It had me at the mention of face bidets. Giggles at the get go at GHOSTBUSTERS, the all female retread or reboot or re-gendered of the hit 1984 box office gross-buster.

Melissa McCarthy and Bill Murray should star in more movies together.

GHOSTBUSTERS is the best thing the actress has done since teaming up with Muzza in St. Vincent.

Here she plays Abby, an expert in the paranormal who has devoted her life to the study of ectoplasmic entities. Years earlier, she had co-authored a book about the paranormal with her high school buddy, Erin, now a physicist trying for tenure at a major university.The ghost of her past catches up with her thanks to Abby’s posting of their volume on the internet which spooks the institution and spirits away her chances of a secure position.

Jobless, she is coerced to join Abby and her engineer business partner, Holtzman, in a ghost-busting enterprise.

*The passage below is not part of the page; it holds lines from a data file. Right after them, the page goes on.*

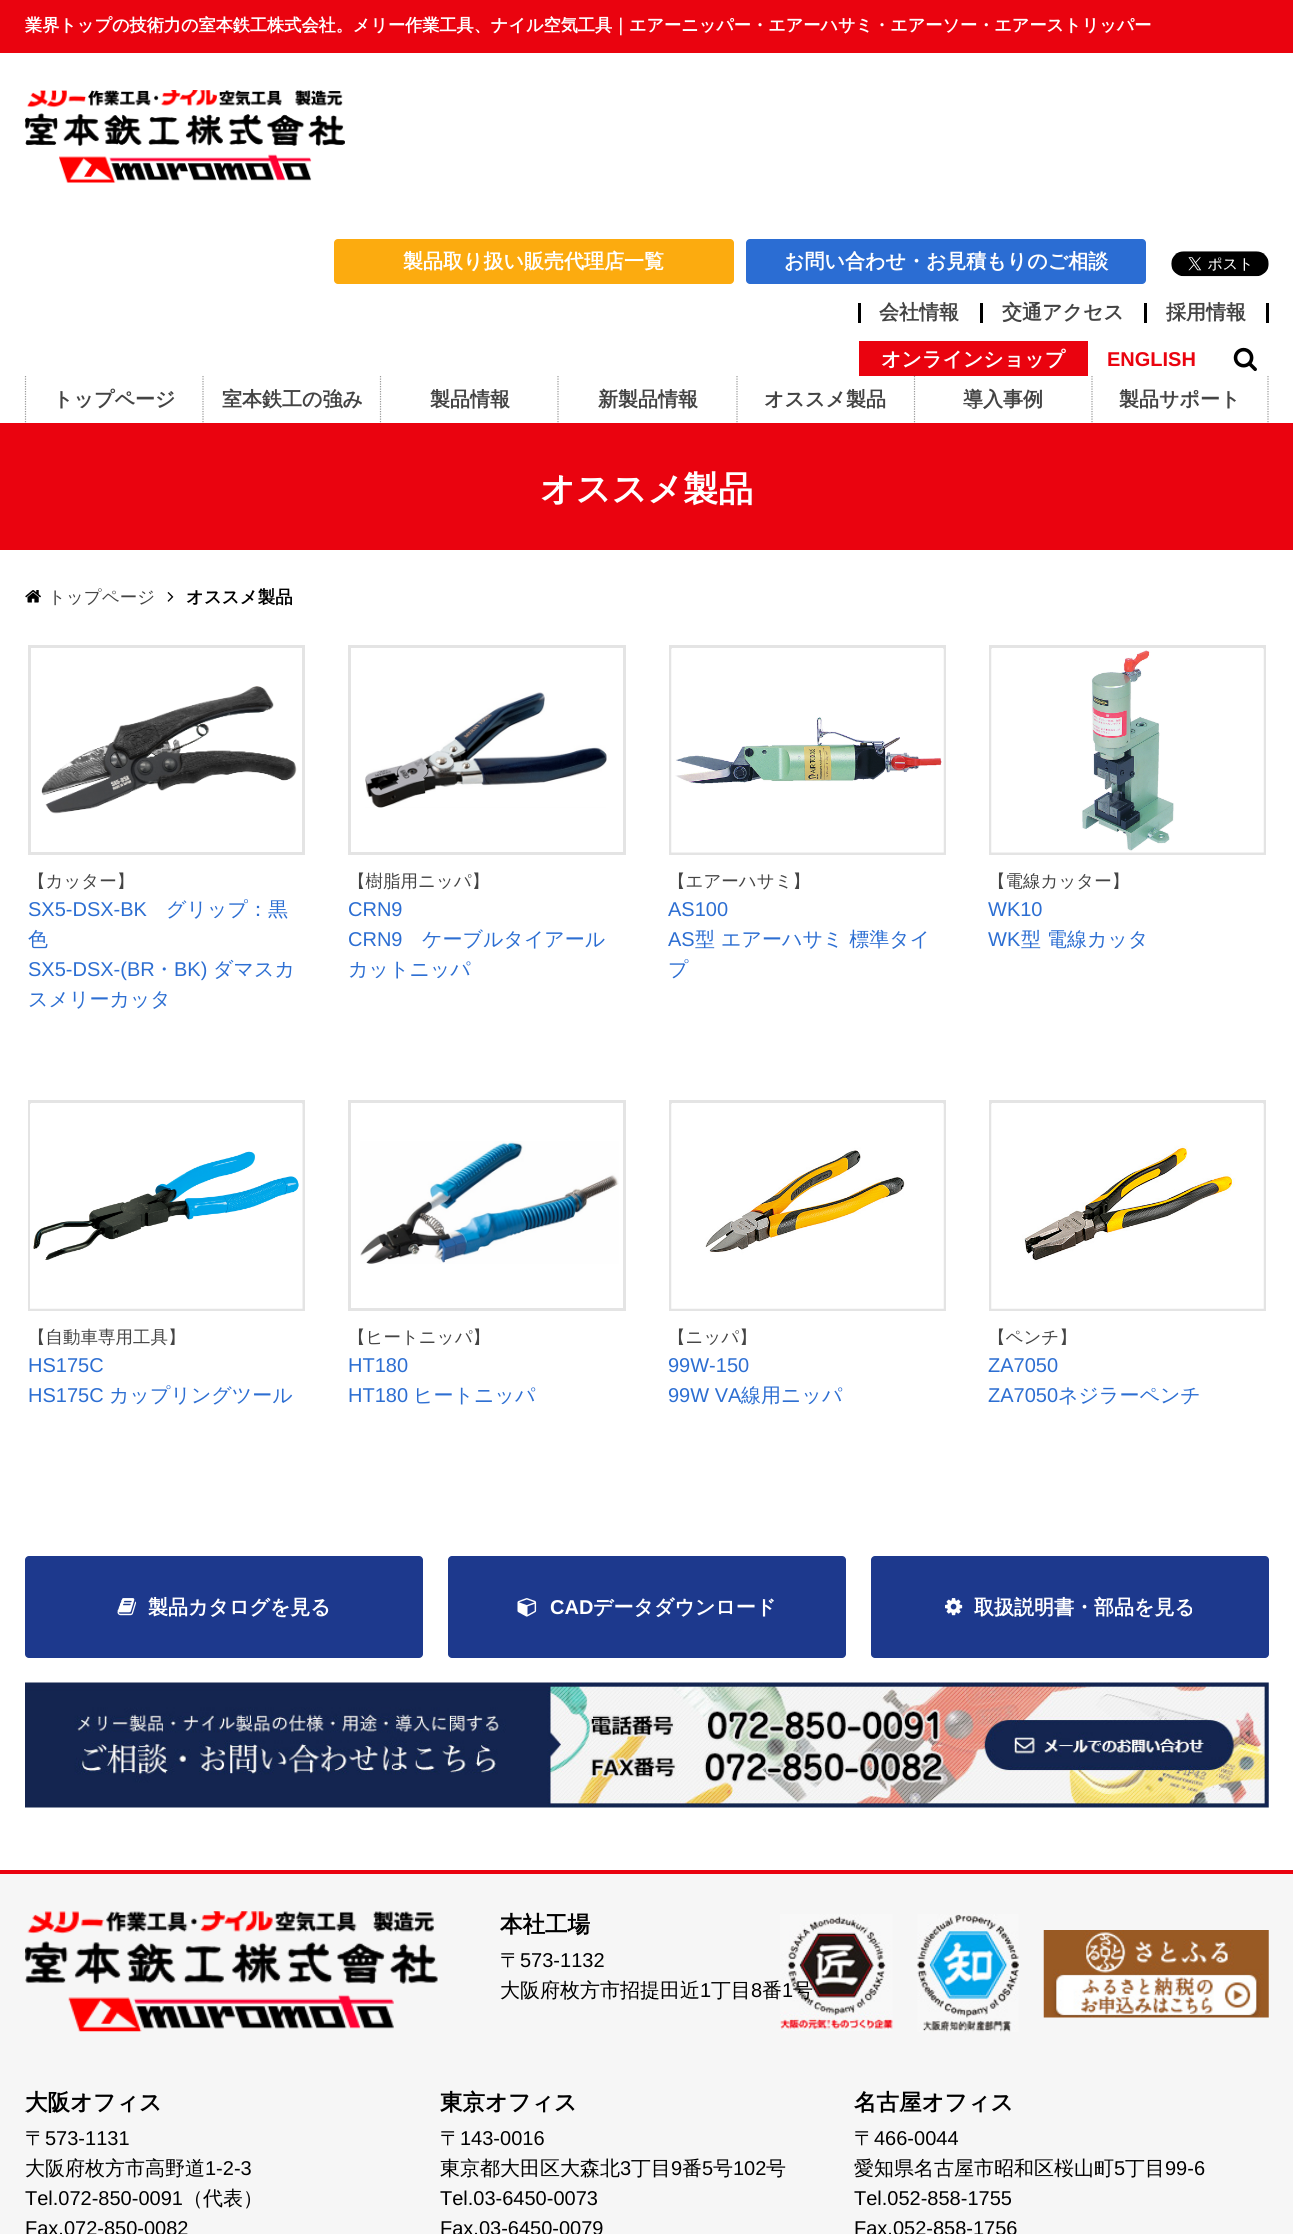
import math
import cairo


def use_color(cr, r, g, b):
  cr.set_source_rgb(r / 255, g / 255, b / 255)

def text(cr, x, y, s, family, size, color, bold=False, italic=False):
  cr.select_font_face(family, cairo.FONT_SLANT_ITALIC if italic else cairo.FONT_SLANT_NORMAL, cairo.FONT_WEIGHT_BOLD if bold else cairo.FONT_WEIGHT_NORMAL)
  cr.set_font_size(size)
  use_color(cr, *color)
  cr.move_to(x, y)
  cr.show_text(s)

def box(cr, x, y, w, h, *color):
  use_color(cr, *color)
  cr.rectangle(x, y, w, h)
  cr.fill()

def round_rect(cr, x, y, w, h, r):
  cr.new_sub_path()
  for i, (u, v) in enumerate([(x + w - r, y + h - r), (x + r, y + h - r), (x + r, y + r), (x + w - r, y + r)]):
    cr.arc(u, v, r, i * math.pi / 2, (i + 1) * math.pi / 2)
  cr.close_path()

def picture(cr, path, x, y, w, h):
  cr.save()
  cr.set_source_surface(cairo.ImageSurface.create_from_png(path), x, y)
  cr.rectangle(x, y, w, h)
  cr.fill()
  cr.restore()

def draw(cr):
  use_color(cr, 255, 255, 255)
  cr.paint()
  box(cr, 0, 0, 1293, 53, 234, 3, 15)
  picture(cr, "img_01.png", 25, 90, 320, 93)
  use_color(cr, 252, 171, 15)
  round_rect(cr, 334, 239, 400, 45, 4)
  cr.fill()
  use_color(cr, 43, 109, 211)
  round_rect(cr, 746, 239, 400, 45, 4)
  cr.fill()
  picture(cr, "img_02.png", 1171, 251, 98, 26)
  box(cr, 980, 303, 3, 20, 0, 0, 0)
  box(cr, 858, 303, 3, 20, 0, 0, 0)
  box(cr, 1144, 303, 3, 20, 0, 0, 0)
  box(cr, 1266, 303, 3, 20, 0, 0, 0)
  box(cr, 859, 341, 229, 35, 234, 3, 15)
  picture(cr, "img_03.png", 1233, 347, 24, 25)
  cr.new_path()
  cr.move_to(25.5, 376)
  cr.line_to(25.5, 422.5)
  use_color(cr, 153, 153, 153)
  cr.set_line_width(1.2)
  cr.set_dash([1.25, 1.25])
  cr.stroke()
  cr.new_path()
  cr.move_to(203, 376)
  cr.line_to(203, 422.5)
  cr.stroke()
  cr.new_path()
  cr.move_to(380.5, 376)
  cr.line_to(380.5, 422.5)
  cr.stroke()
  cr.new_path()
  cr.move_to(558, 376)
  cr.line_to(558, 422.5)
  cr.stroke()
  cr.new_path()
  cr.move_to(737, 376)
  cr.line_to(737, 422.5)
  cr.stroke()
  cr.new_path()
  cr.move_to(914.5, 376)
  cr.line_to(914.5, 422.5)
  cr.stroke()
  cr.new_path()
  cr.move_to(1268, 376)
  cr.line_to(1268, 422.5)
  cr.stroke()
  cr.new_path()
  cr.move_to(1092, 376)
  cr.line_to(1092, 422.5)
  cr.stroke()
  box(cr, 0, 423, 1293, 127, 234, 3, 15)
  picture(cr, "img_04.png", 25, 590, 16, 13)
  picture(cr, "img_05.png", 167, 592, 7, 10)
  cr.rectangle(29.5, 646.5, 274, 207)
  use_color(cr, 228, 228, 228)
  cr.set_line_width(3)
  cr.set_dash([])
  cr.stroke()
  picture(cr, "img_06.png", 41, 686, 256, 128)
  cr.rectangle(349.5, 646.5, 275, 207)
  cr.stroke()
  picture(cr, "img_07.png", 365, 692, 242, 116)
  cr.rectangle(670.5, 646.5, 274, 207)
  cr.stroke()
  picture(cr, "img_08.png", 671, 648, 273, 205)
  cr.rectangle(990.5, 646.5, 274, 207)
  cr.stroke()
  picture(cr, "img_09.png", 991, 648, 273, 205)
  cr.rectangle(29.5, 1101.5, 274, 208)
  cr.stroke()
  picture(cr, "img_10.png", 30, 1103, 273, 206)
  cr.rectangle(349.5, 1101.5, 275, 208)
  cr.stroke()
  picture(cr, "img_11.png", 360, 1141, 259, 123)
  cr.rectangle(670.5, 1101.5, 274, 208)
  cr.stroke()
  picture(cr, "img_12.png", 671, 1103, 273, 206)
  cr.rectangle(990.5, 1101.5, 274, 208)
  cr.stroke()
  picture(cr, "img_13.png", 991, 1103, 273, 206)
  use_color(cr, 29, 57, 141)
  round_rect(cr, 25, 1556, 398, 102, 4)
  cr.fill()
  picture(cr, "img_14.png", 117, 1598, 20, 18)
  round_rect(cr, 448, 1556, 398, 102, 4)
  cr.fill()
  picture(cr, "img_15.png", 517, 1598, 20, 19)
  round_rect(cr, 871, 1556, 398, 102, 4)
  cr.fill()
  picture(cr, "img_16.png", 945, 1598, 18, 18)
  picture(cr, "img_17.png", 25, 1682, 1244, 126)
  box(cr, 0, 1874, 1293, 360, 246, 246, 246)
  box(cr, 0, 1870, 1293, 4, 234, 3, 15)
  picture(cr, "img_18.png", 25, 1911, 413, 121)
  picture(cr, "img_19.png", 780, 1914, 113, 117)
  picture(cr, "img_20.png", 917, 1914, 102, 118)
  picture(cr, "img_21.png", 1043, 1930, 226, 88)
  text(cr, 25, 31, "業界トップの技術力の室本鉄工株式会社。メリー作業工具、ナイル空気工具｜エアーニッパー・エアーハサミ・エアーソー・エアーストリッパー", "WenQuanYi Zen Hei", 17.15, (255, 255, 255), bold=True)
  text(cr, 403, 268, "製品取り扱い販売代理店一覧", "WenQuanYi Zen Hei", 20, (255, 255, 255), bold=True)
  text(cr, 784, 268, "お問い合わせ・お見積もりのご相談", "WenQuanYi Zen Hei", 20, (255, 255, 255), bold=True)
  text(cr, 879, 319, "会社情報", "WenQuanYi Zen Hei", 20, (68, 68, 68), bold=True)
  text(cr, 1002, 319, "交通アクセス", "WenQuanYi Zen Hei", 20, (68, 68, 68), bold=True)
  text(cr, 1166, 319, "採用情報", "WenQuanYi Zen Hei", 20, (68, 68, 68), bold=True)
  text(cr, 881, 366, "オンラインショップ", "WenQuanYi Zen Hei", 20, (255, 255, 255), bold=True)
  text(cr, 1107, 366, "ENGLISH", "Liberation Sans", 20, (234, 3, 15), bold=True)
  text(cr, 53, 406, "トップページ", "WenQuanYi Zen Hei", 20, (68, 68, 68), bold=True)
  text(cr, 222, 406, "室本鉄工の強み", "WenQuanYi Zen Hei", 20, (68, 68, 68), bold=True)
  text(cr, 430, 406, "製品情報", "WenQuanYi Zen Hei", 20, (68, 68, 68), bold=True)
  text(cr, 598, 406, "新製品情報", "WenQuanYi Zen Hei", 20, (68, 68, 68), bold=True)
  text(cr, 764, 406, "オススメ製品", "WenQuanYi Zen Hei", 20, (68, 68, 68), bold=True)
  text(cr, 963, 406, "導入事例", "WenQuanYi Zen Hei", 20, (68, 68, 68), bold=True)
  text(cr, 1119, 406, "製品サポート", "WenQuanYi Zen Hei", 20, (68, 68, 68), bold=True)
  text(cr, 540, 501, "オススメ製品", "WenQuanYi Zen Hei", 35, (255, 255, 255), bold=True)
  text(cr, 48, 603, "トップページ", "WenQuanYi Zen Hei Medium", 17.5, (68, 68, 68))
  text(cr, 186, 603, "オススメ製品", "WenQuanYi Zen Hei", 17.5, (0, 0, 0), bold=True)
  text(cr, 28, 887, "【カッター】", "WenQuanYi Zen Hei Medium", 17.5, (68, 68, 68))
  text(cr, 28, 916, "SX5-DSX-BK", "Liberation Sans", 20, (44, 110, 210))
  text(cr, 166, 916, "グリップ：黒", "WenQuanYi Zen Hei Medium", 20, (44, 110, 210))
  text(cr, 28, 946, "色", "WenQuanYi Zen Hei Medium", 20, (44, 110, 210))
  text(cr, 28, 976, "SX5-DSX-(BR", "Liberation Sans", 20, (44, 110, 210))
  text(cr, 154, 976, "・", "WenQuanYi Zen Hei Medium", 20, (44, 110, 210))
  text(cr, 174, 976, "BK)", "Liberation Sans", 20, (44, 110, 210))
  text(cr, 213, 976, "ダマスカ", "WenQuanYi Zen Hei Medium", 20, (44, 110, 210))
  text(cr, 28, 1006, "スメリーカッタ", "WenQuanYi Zen Hei Medium", 20, (44, 110, 210))
  text(cr, 348, 887, "【樹脂用ニッパ】", "WenQuanYi Zen Hei Medium", 17.5, (68, 68, 68))
  text(cr, 348, 916, "CRN9", "Liberation Sans", 20, (44, 110, 210))
  text(cr, 348, 946, "CRN9", "Liberation Sans", 20, (44, 110, 210))
  text(cr, 422, 946, "ケーブルタイアール", "WenQuanYi Zen Hei Medium", 20, (44, 110, 210))
  text(cr, 348, 976, "カットニッパ", "WenQuanYi Zen Hei Medium", 20, (44, 110, 210))
  text(cr, 668, 887, "【エアーハサミ】", "WenQuanYi Zen Hei Medium", 17.5, (68, 68, 68))
  text(cr, 668, 916, "AS100", "Liberation Sans", 20, (44, 110, 210))
  text(cr, 668, 946, "AS", "Liberation Sans", 20, (44, 110, 210))
  text(cr, 695, 946, "型 エアーハサミ 標準タイ", "WenQuanYi Zen Hei Medium", 20, (44, 110, 210))
  text(cr, 668, 976, "プ", "WenQuanYi Zen Hei Medium", 20, (44, 110, 210))
  text(cr, 988, 887, "【電線カッター】", "WenQuanYi Zen Hei Medium", 17.5, (68, 68, 68))
  text(cr, 988, 916, "WK10", "Liberation Sans", 20, (44, 110, 210))
  text(cr, 988, 946, "WK", "Liberation Sans", 20, (44, 110, 210))
  text(cr, 1021, 946, "型 電線カッタ", "WenQuanYi Zen Hei Medium", 20, (44, 110, 210))
  text(cr, 28, 1343, "【自動車専用工具】", "WenQuanYi Zen Hei Medium", 17.5, (68, 68, 68))
  text(cr, 28, 1372, "HS175C", "Liberation Sans", 20, (44, 110, 210))
  text(cr, 28, 1402, "HS175C", "Liberation Sans", 20, (44, 110, 210))
  text(cr, 109, 1402, "カップリングツール", "WenQuanYi Zen Hei Medium", 20, (44, 110, 210))
  text(cr, 348, 1343, "【ヒートニッパ】", "WenQuanYi Zen Hei Medium", 17.5, (68, 68, 68))
  text(cr, 348, 1372, "HT180", "Liberation Sans", 20, (44, 110, 210))
  text(cr, 348, 1402, "HT180", "Liberation Sans", 20, (44, 110, 210))
  text(cr, 413, 1402, "ヒートニッパ", "WenQuanYi Zen Hei Medium", 20, (44, 110, 210))
  text(cr, 668, 1343, "【ニッパ】", "WenQuanYi Zen Hei Medium", 17.5, (68, 68, 68))
  text(cr, 668, 1372, "99W-150", "Liberation Sans", 20, (44, 110, 210))
  text(cr, 668, 1402, "99W VA", "Liberation Sans", 20, (44, 110, 210))
  text(cr, 741, 1402, "線用ニッパ", "WenQuanYi Zen Hei Medium", 20, (44, 110, 210))
  text(cr, 988, 1343, "【ペンチ】", "WenQuanYi Zen Hei Medium", 17.5, (68, 68, 68))
  text(cr, 988, 1372, "ZA7050", "Liberation Sans", 20, (44, 110, 210))
  text(cr, 988, 1402, "ZA7050", "Liberation Sans", 20, (44, 110, 210))
  text(cr, 1058, 1402, "ネジラーペンチ", "WenQuanYi Zen Hei Medium", 20, (44, 110, 210))
  text(cr, 148, 1614, "製品カタログを見る", "WenQuanYi Zen Hei", 20, (255, 255, 255), bold=True)
  text(cr, 550, 1614, "CAD", "Liberation Sans", 20, (255, 255, 255), bold=True)
  text(cr, 593, 1614, "データダウンロード", "WenQuanYi Zen Hei", 20, (255, 255, 255), bold=True)
  text(cr, 974, 1614, "取扱説明書・部品を見る", "WenQuanYi Zen Hei", 20, (255, 255, 255), bold=True)
  text(cr, 500, 1932, "本社工場", "WenQuanYi Zen Hei", 22.5, (0, 0, 0), bold=True)
  text(cr, 500, 1967, "〒", "WenQuanYi Zen Hei Medium", 20, (0, 0, 0))
  text(cr, 520, 1967, "573-1132", "Liberation Sans", 20, (0, 0, 0))
  text(cr, 500, 1997, "大阪府枚方市招提田近", "WenQuanYi Zen Hei Medium", 20, (0, 0, 0))
  text(cr, 700, 1997, "1", "Liberation Sans", 20, (0, 0, 0))
  text(cr, 711, 1997, "丁目", "WenQuanYi Zen Hei Medium", 20, (0, 0, 0))
  text(cr, 751, 1997, "8", "Liberation Sans", 20, (0, 0, 0))
  text(cr, 762, 1997, "番", "WenQuanYi Zen Hei Medium", 20, (0, 0, 0))
  text(cr, 782, 1997, "1", "Liberation Sans", 20, (0, 0, 0))
  text(cr, 793, 1997, "号", "WenQuanYi Zen Hei Medium", 20, (0, 0, 0))
  text(cr, 25, 2110, "大阪オフィス", "WenQuanYi Zen Hei", 22.5, (0, 0, 0), bold=True)
  text(cr, 25, 2145, "〒", "WenQuanYi Zen Hei Medium", 20, (0, 0, 0))
  text(cr, 45, 2145, "573-1131", "Liberation Sans", 20, (0, 0, 0))
  text(cr, 25, 2175, "大阪府枚方市高野道", "WenQuanYi Zen Hei Medium", 20, (0, 0, 0))
  text(cr, 205, 2175, "1-2-3", "Liberation Sans", 20, (0, 0, 0))
  text(cr, 25, 2205, "Tel.072-850-0091", "Liberation Sans", 20, (0, 0, 0))
  text(cr, 183, 2205, "（代表）", "WenQuanYi Zen Hei Medium", 20, (0, 0, 0))
  text(cr, 25, 2235, "Fax.072-850-0082", "Liberation Sans", 20, (0, 0, 0))
  text(cr, 440, 2110, "東京オフィス", "WenQuanYi Zen Hei", 22.5, (0, 0, 0), bold=True)
  text(cr, 440, 2145, "〒", "WenQuanYi Zen Hei Medium", 20, (0, 0, 0))
  text(cr, 460, 2145, "143-0016", "Liberation Sans", 20, (0, 0, 0))
  text(cr, 440, 2175, "東京都大田区大森北", "WenQuanYi Zen Hei Medium", 20, (0, 0, 0))
  text(cr, 620, 2175, "3", "Liberation Sans", 20, (0, 0, 0))
  text(cr, 631, 2175, "丁目", "WenQuanYi Zen Hei Medium", 20, (0, 0, 0))
  text(cr, 671, 2175, "9", "Liberation Sans", 20, (0, 0, 0))
  text(cr, 682, 2175, "番", "WenQuanYi Zen Hei Medium", 20, (0, 0, 0))
  text(cr, 702, 2175, "5", "Liberation Sans", 20, (0, 0, 0))
  text(cr, 713, 2175, "号", "WenQuanYi Zen Hei Medium", 20, (0, 0, 0))
  text(cr, 733, 2175, "102", "Liberation Sans", 20, (0, 0, 0))
  text(cr, 766, 2175, "号", "WenQuanYi Zen Hei Medium", 20, (0, 0, 0))
  text(cr, 440, 2205, "Tel.03-6450-0073", "Liberation Sans", 20, (0, 0, 0))
  text(cr, 440, 2235, "Fax.03-6450-0079", "Liberation Sans", 20, (0, 0, 0))
  text(cr, 854, 2110, "名古屋オフィス", "WenQuanYi Zen Hei", 22.5, (0, 0, 0), bold=True)
  text(cr, 854, 2145, "〒", "WenQuanYi Zen Hei Medium", 20, (0, 0, 0))
  text(cr, 874, 2145, "466-0044", "Liberation Sans", 20, (0, 0, 0))
  text(cr, 854, 2175, "愛知県名古屋市昭和区桜山町", "WenQuanYi Zen Hei Medium", 20, (0, 0, 0))
  text(cr, 1114, 2175, "5", "Liberation Sans", 20, (0, 0, 0))
  text(cr, 1125, 2175, "丁目", "WenQuanYi Zen Hei Medium", 20, (0, 0, 0))
  text(cr, 1165, 2175, "99-6", "Liberation Sans", 20, (0, 0, 0))
  text(cr, 854, 2205, "Tel.052-858-1755", "Liberation Sans", 20, (0, 0, 0))
  text(cr, 854, 2235, "Fax.052-858-1756", "Liberation Sans", 20, (0, 0, 0))


surface = cairo.ImageSurface(cairo.FORMAT_RGB24, 1293, 2234)
cr = cairo.Context(surface)
options = cairo.FontOptions()
options.set_hint_metrics(cairo.HINT_METRICS_OFF)
options.set_hint_style(cairo.HINT_STYLE_NONE)
cr.set_font_options(options)
cr.set_miter_limit(4)
draw(cr)
surface.write_to_png("out.png")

The three scientists are joined by Patty, an ex New York City Transit employee who knows the town like the back of her hand and has had some spectral encounters of her own.

Setting up on top of an old Chinese restaurant, they hire a dumb blonde receptionist called Kevin, and acquire transportation via Patty’s funeral director uncle.

Under the direction of Paul Feig, GHOSTBUSTERS could have been a gross bust, but he and co-screenwriter Katie Dippold have gone for the kooky and eccentric, a reverent irreverence that works for it rather than against it.

Kristen Wiig as the sceptic errant Erin who sees the error of her ways and reclaims her belief in the uncanny is terrific.

Kate McKinnon is quite a revelation as Holtzman, a nutty professor who channels Jerry Lewis through Judy Holiday.

A Born Yesterday reference continues through with the portrayal of Chris Hemsworth as Kevin, reminiscent in spectacle and cardigan couture of William Holden in that George Cukor classic.

There’s an interesting role reversal here in that Erin is quite happy to hire the incompetent for his looks alone and then makes inappropriate advances and remarks to him.

There’s fun to be had from ticking off the cameos from the original cast, Bill Murray, in particular, as a famous sceptic who has a penchant for his mother’s hats.

Sure the story is skeletal and like most popcorn pictures of the present the CGI is overdone, but GHOSTBUSTERS kooky spooky textures – cast, tone, and design – conjures more than a ghost of a smile.